## Assigned task
In the entries below, begin at the line that has "pinky pip: (511, 244)" and stop after the line that has "pinky tip: (304, 335)"; output those lines exactly, leaving out pictures.
** Information shown follows **
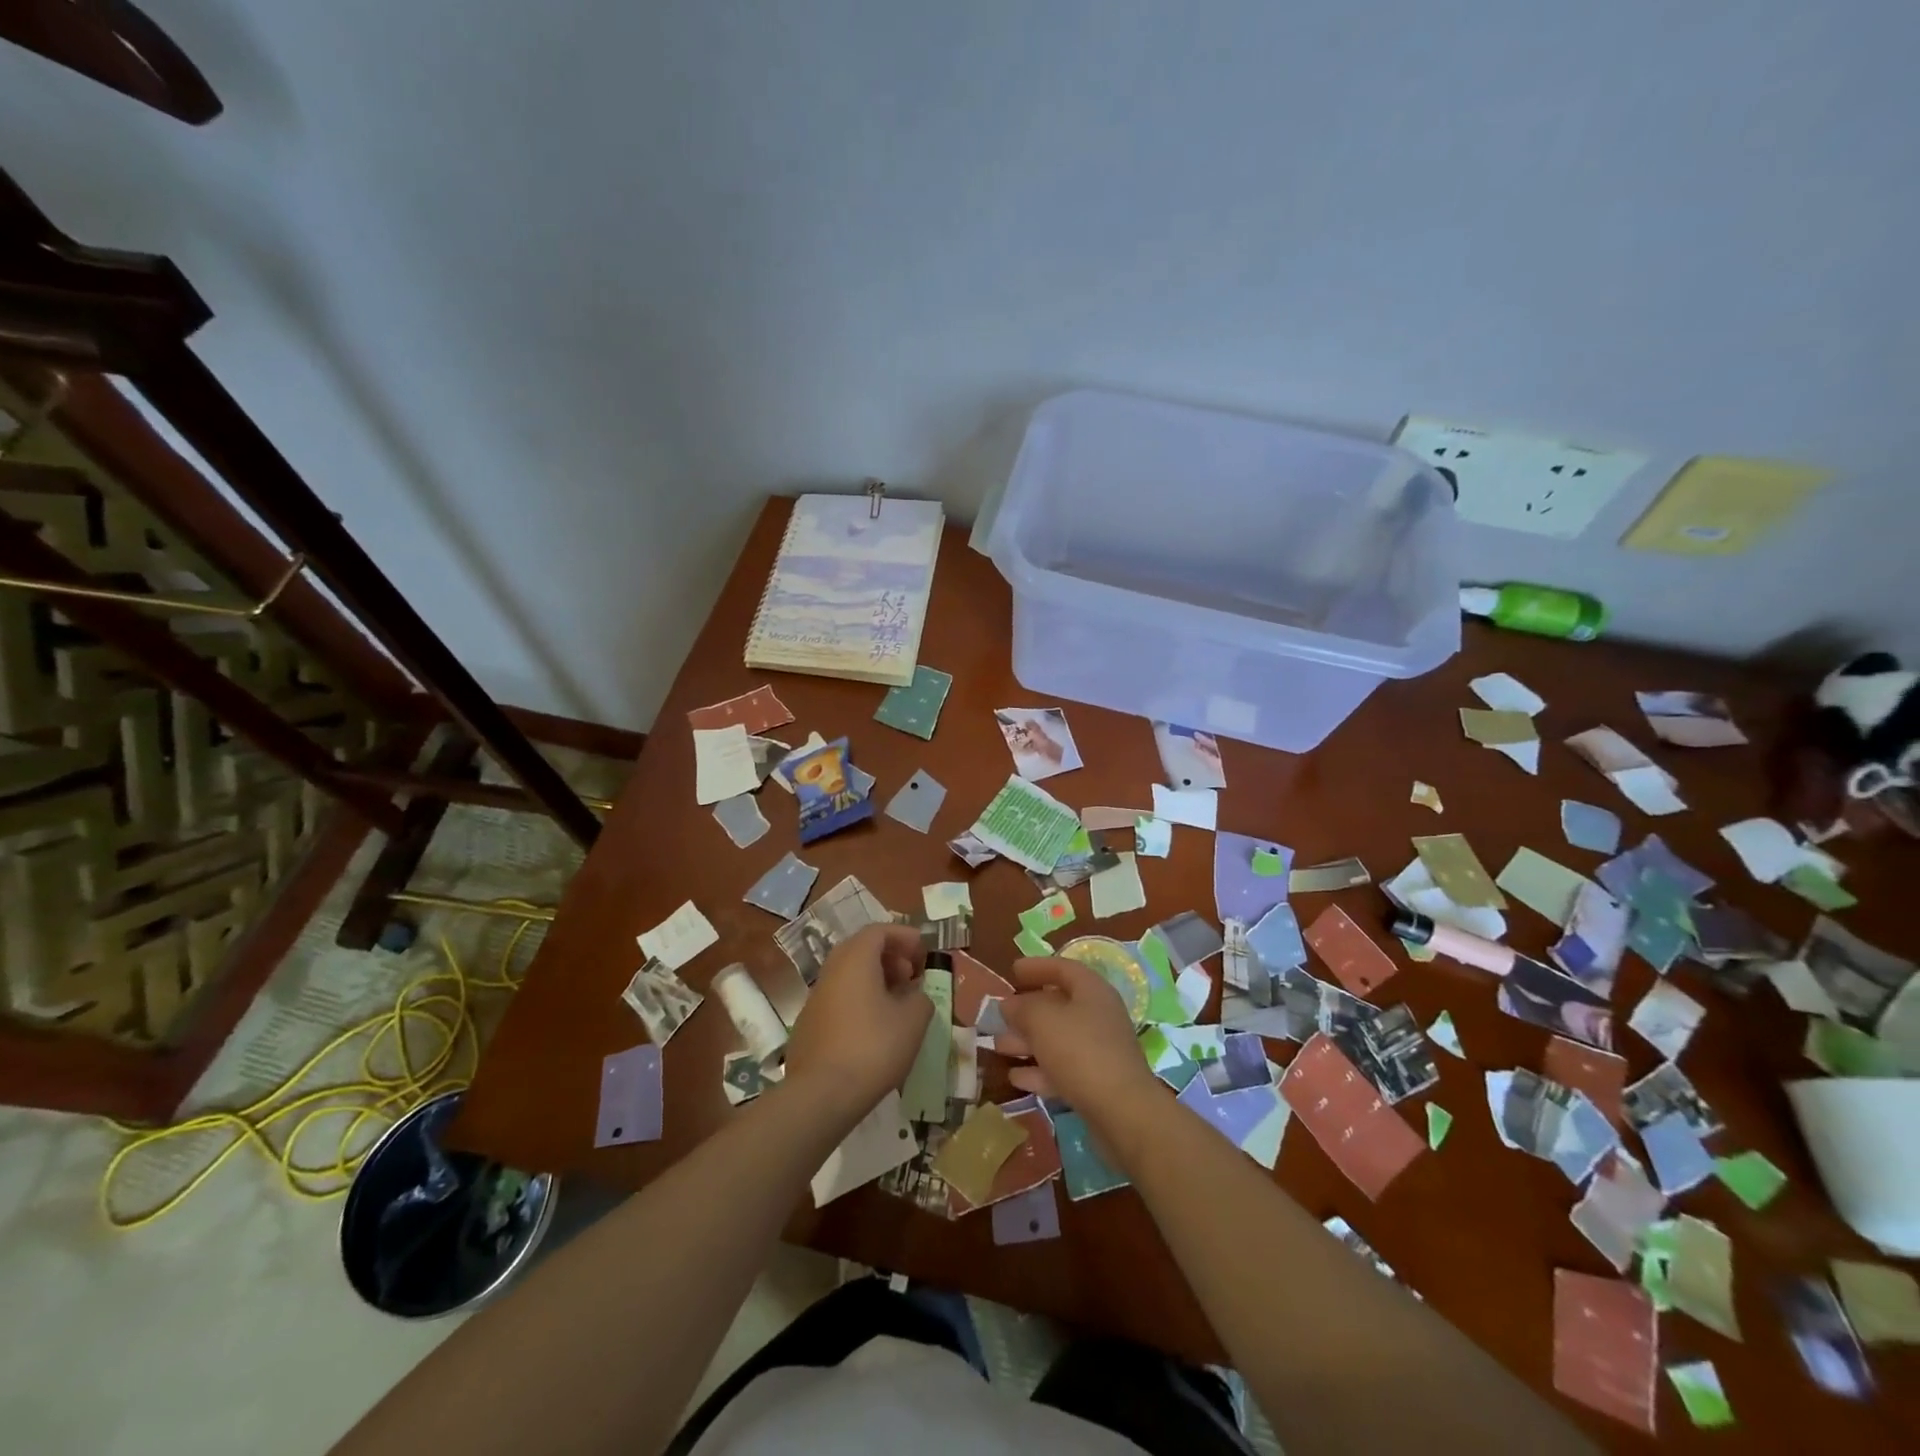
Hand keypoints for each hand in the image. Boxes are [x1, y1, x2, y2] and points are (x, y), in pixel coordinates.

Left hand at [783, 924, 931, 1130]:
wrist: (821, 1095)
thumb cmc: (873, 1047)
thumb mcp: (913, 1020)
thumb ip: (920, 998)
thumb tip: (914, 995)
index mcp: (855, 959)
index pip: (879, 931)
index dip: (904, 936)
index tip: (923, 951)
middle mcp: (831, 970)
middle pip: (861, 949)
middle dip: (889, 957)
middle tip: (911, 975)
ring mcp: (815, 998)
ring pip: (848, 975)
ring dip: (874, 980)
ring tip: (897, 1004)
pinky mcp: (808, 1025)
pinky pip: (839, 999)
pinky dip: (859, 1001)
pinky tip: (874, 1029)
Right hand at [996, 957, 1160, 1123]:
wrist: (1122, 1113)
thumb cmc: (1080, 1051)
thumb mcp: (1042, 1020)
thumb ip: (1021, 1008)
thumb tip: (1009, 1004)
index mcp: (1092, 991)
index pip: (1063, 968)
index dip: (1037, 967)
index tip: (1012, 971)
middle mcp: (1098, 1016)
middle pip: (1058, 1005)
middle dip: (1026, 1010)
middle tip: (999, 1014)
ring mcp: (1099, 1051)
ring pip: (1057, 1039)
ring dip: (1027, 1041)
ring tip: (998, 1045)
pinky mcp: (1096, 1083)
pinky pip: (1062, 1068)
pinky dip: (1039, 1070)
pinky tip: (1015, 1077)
** End of Information shown **
** Information shown follows **
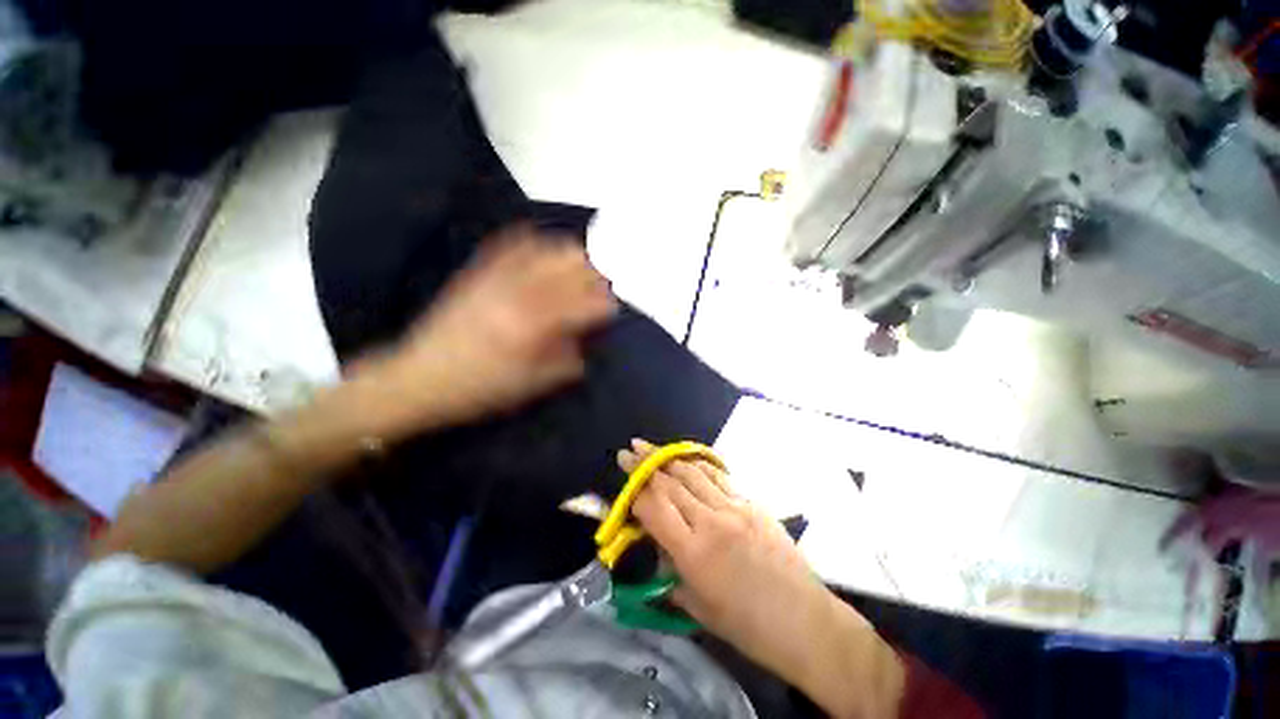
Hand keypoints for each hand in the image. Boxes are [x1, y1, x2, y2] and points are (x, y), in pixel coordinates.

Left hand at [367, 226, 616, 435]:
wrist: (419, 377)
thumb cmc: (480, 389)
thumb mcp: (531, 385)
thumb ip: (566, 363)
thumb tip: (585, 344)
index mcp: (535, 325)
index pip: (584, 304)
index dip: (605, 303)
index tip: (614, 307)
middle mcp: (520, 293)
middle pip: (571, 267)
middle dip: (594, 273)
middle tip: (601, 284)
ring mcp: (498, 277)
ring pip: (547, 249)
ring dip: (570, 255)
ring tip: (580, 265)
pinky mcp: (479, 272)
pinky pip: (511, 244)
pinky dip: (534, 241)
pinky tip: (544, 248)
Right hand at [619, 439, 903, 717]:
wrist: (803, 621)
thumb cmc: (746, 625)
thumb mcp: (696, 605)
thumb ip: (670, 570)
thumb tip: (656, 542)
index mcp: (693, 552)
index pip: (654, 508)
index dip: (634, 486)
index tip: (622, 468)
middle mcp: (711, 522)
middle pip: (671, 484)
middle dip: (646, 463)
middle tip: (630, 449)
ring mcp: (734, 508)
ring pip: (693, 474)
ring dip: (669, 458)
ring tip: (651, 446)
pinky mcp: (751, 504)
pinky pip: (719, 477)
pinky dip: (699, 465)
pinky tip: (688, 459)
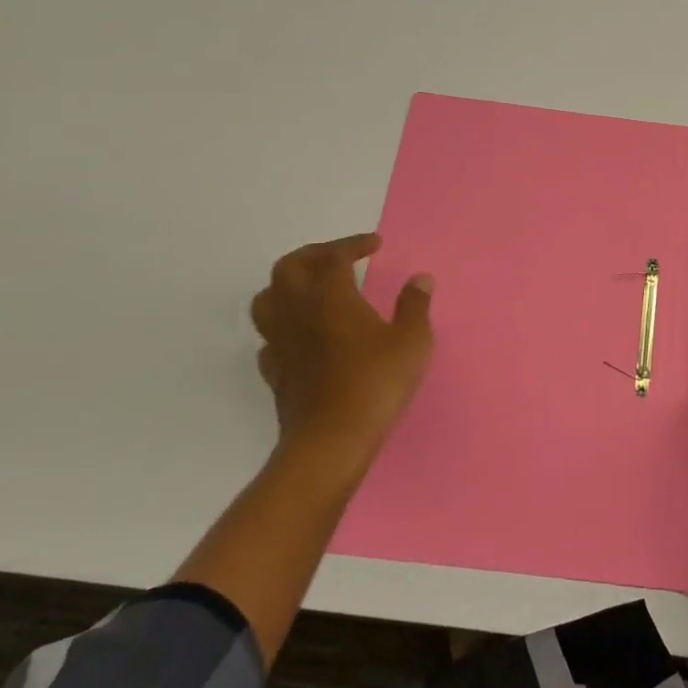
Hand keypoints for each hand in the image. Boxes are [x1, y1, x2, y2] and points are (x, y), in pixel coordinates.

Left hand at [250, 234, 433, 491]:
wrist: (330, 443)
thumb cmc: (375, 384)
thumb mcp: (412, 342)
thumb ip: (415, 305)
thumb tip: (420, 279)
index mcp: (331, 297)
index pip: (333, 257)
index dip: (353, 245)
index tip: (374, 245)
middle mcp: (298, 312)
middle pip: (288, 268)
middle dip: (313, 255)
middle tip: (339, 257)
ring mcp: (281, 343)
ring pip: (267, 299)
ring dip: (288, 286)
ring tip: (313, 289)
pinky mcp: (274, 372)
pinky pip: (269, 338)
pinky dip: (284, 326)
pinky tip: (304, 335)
** End of Information shown **
## Solution for this problem
pinky pip: (511, 244)
pinky dip: (534, 241)
pinky tip: (544, 248)
Right hand at [619, 439, 903, 717]:
wrist: (803, 621)
thumb cmc: (746, 625)
thumb mcp: (696, 605)
thumb ip: (670, 570)
thumb tip: (656, 542)
index mcp: (693, 552)
index pip: (654, 508)
index dip: (634, 486)
index tip: (622, 468)
middle mcp: (711, 522)
middle pip: (671, 484)
middle dip: (646, 463)
middle tip: (630, 449)
ring mcp: (734, 508)
ring pip: (693, 474)
ring dip: (669, 458)
ring tip: (651, 446)
pinky mcp: (751, 504)
pinky pip: (719, 477)
pinky dip: (699, 465)
pinky tip: (688, 459)
Hand keypoints for each hand in the image. Boxes are [x1, y1, x2, y2] and points are (x, y), in pixel coordinates.

Left hand at [250, 234, 433, 491]:
wrist: (330, 443)
thumb cmc: (375, 384)
thumb mcp: (412, 342)
thumb ip: (415, 305)
thumb tip: (420, 279)
index mcp: (331, 297)
index pip: (333, 257)
index dip: (353, 245)
index tip: (374, 245)
middle mcp: (298, 312)
middle pip: (288, 268)
middle dip: (313, 255)
middle tip: (339, 257)
ring mcp: (281, 343)
ring pip: (267, 299)
ring dip: (288, 286)
ring tip: (313, 289)
pinky mcp: (274, 372)
pinky pip: (269, 338)
pinky dip: (284, 326)
pinky tip: (304, 335)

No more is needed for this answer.